When a series of earthquakes hit Kumamoto and Oita Prefectures in southwestern Japan in 2016, the startup, spun off from the University of Tokyo, volunteered to bring a prototype of Wota Box for use in providing showers at evacuation centers.

Encouraged by evacuees' favorable reaction, Wota set up similar shower facilities at shelters when western Japan was deluged by heavy rains in 2018. Nevertheless, a problem arose: the device needed someone well versed in how it worked to be on hand to operate it.

Wota thus improved the AI system to make it friendlier to users. During a series of floods brought on in July 2020 by heavy rains in the prefectures of Kumamoto and Kagoshima, staff members at shelters were able to use Wota Box after receiving instructions from the company.
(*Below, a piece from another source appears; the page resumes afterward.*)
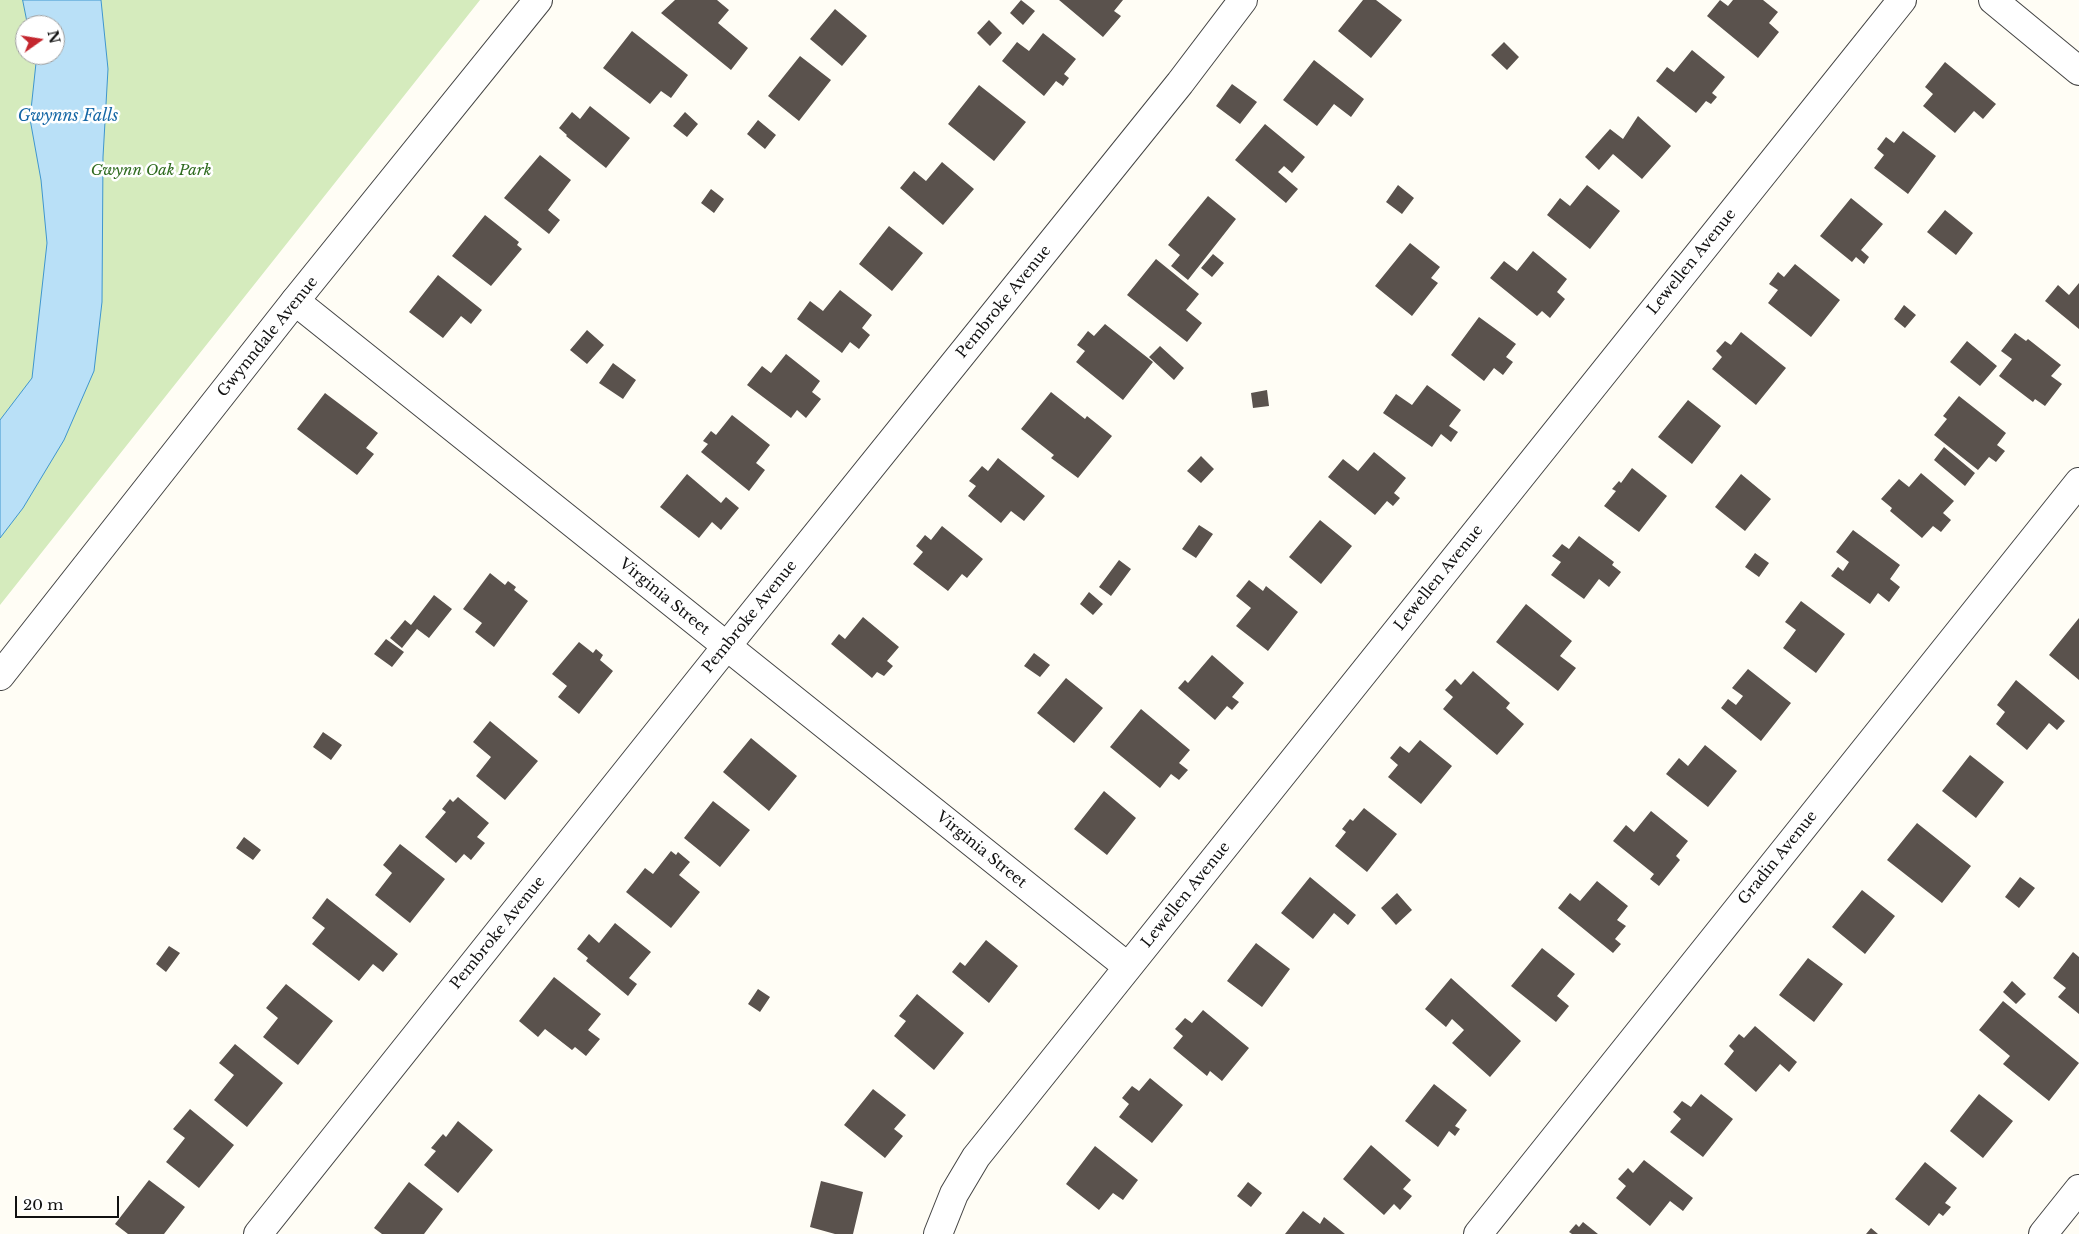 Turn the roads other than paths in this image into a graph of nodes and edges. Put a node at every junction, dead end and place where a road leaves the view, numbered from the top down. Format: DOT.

The experience of deploying it in disasters has made Wota Box "more socially usable," Yosuke Maeda, president of Wota, said.

Kokua Inc., another Tokyo-based startup, has begun catalog-based marketing of emergency supplies such as fire extinguishers and survival food.

Photo shows gift catalogues from Kokua Inc., which provides supplies such as fire extinguishers and survival food for disasters. (Courtesy of Kokua Inc.)(Kyodo)

"As nobody knows when a disaster will occur, some people are unwilling to buy emergency supplies," Yusaku Izumi, president of Kokua, said. "But if you make it a gift that people can choose, you give them an opportunity to get to know more about disasters as a result."

Demand for emergency supplies is growing as gifts when people move house or build new homes, Izumi said.

Born in Kobe, Hyogo Prefecture, Izumi experienced the Great Hanshin Earthquake of 1995 and worked as a volunteer following the 2011 Great East Japan Earthquake and the rain disaster in western Japan.

He founded Kokua with people who had worked as volunteers with him. They developed its line of emergency supplies based on experiences directly heard from disaster victims.

Ikusa Inc., an event management startup in Tokyo, plans sports festivals for local governments and business enterprises, enabling participants to learn know-how for protection from disasters while enjoying athletic events, problem-solving games and survival food.

In the market for emergency supplies, stockpiled food alone is forecast to increase to 27.8 billion yen ($252 million)in value in fiscal 2024 from 14.3 billion yen in fiscal 2015, according to the Yano Research Institute.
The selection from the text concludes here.